Mysterious Macintosh Malware
This is weird:
Once an hour, infected Macs check a control server to see if there are any new commands the malware should run or binaries to execute. So far, however, researchers have yet to observe delivery of any payload on any of the infected 30,000 machines, leaving the malware’s ultimate goal unknown. The lack of a final payload suggests that the malware may spring into action once an unknown condition is met.
Also curious, the malware comes with a mechanism to completely remove itself, a capability that’s typically reserved for high-stealth operations. So far, though, there are no signs the self-destruct feature has been used, raising the question of why the mechanism exists.

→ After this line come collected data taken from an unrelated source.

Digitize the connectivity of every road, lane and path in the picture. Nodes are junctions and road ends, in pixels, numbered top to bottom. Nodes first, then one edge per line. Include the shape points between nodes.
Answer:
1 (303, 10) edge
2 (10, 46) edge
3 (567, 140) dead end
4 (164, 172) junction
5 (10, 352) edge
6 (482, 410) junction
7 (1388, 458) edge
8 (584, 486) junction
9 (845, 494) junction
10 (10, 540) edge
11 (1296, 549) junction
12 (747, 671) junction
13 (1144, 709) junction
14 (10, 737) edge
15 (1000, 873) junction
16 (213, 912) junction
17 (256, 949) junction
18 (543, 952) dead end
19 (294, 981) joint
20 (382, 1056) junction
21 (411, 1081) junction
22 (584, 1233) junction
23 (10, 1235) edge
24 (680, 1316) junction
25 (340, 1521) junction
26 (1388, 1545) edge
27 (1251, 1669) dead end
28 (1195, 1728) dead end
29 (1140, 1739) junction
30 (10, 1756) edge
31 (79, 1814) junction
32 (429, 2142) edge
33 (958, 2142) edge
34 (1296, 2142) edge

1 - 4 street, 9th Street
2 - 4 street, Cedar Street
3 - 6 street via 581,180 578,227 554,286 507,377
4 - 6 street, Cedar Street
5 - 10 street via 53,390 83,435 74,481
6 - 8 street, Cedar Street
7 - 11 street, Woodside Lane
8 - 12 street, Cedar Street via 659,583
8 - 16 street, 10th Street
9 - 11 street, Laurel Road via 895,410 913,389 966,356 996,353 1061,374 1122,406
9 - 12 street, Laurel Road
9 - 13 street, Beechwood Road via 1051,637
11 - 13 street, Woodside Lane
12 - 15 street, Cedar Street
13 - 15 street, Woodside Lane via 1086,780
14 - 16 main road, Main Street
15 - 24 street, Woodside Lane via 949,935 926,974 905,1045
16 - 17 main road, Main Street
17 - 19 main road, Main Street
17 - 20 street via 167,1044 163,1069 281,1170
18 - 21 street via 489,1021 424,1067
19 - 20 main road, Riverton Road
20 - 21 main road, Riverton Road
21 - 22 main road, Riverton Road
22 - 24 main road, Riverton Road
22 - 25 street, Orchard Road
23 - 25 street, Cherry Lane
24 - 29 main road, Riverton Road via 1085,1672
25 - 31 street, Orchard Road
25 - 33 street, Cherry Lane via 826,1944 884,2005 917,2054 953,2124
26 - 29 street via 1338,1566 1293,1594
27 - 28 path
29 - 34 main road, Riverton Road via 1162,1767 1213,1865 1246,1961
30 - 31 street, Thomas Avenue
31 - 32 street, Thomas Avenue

Besides those questions, the malware is notable for a version that runs natively on the M1 chip that Apple introduced in November, making it only the second known piece of macOS malware to do so. The malicious binary is more mysterious still because it uses the macOS Installer JavaScript API to execute commands. That makes it hard to analyze installation package contents or the way that package uses the JavaScript commands.
The malware has been found in 153 countries with detections concentrated in the US, UK, Canada, France, and Germany. Its use of Amazon Web Services and the Akamai content delivery network ensures the command infrastructure works reliably and also makes blocking the servers harder. Researchers from Red Canary, the security firm that discovered the malware, are calling the malware Silver Sparrow.
Feels government-designed, rather than criminal or hacker.
Clive Robinson • March 2, 2021 8:31 AM
@ Bruce, ALL,
Almost certainly a level III attacker but “State or Commercial”? But I must admit the little said makes me think of those that made the likes of Duqu and Flame in particular.
It would be interesting to see if the hourly “ET Phone home to the mothership” sends any particular information, that may be used as an Intelligence Flag.
That is you launch a “Fire and Forget” equivallent of a “loader” that just reports back with basic info. However if the info is a match for “a targets MO” then and only then do you download the “full kit” of tools and only to that computer.
It’s the sort of thing you would do if you know your target practices more than basic opsec and does things like swap computers on a very regular basis as they move about in quite a large geographic area.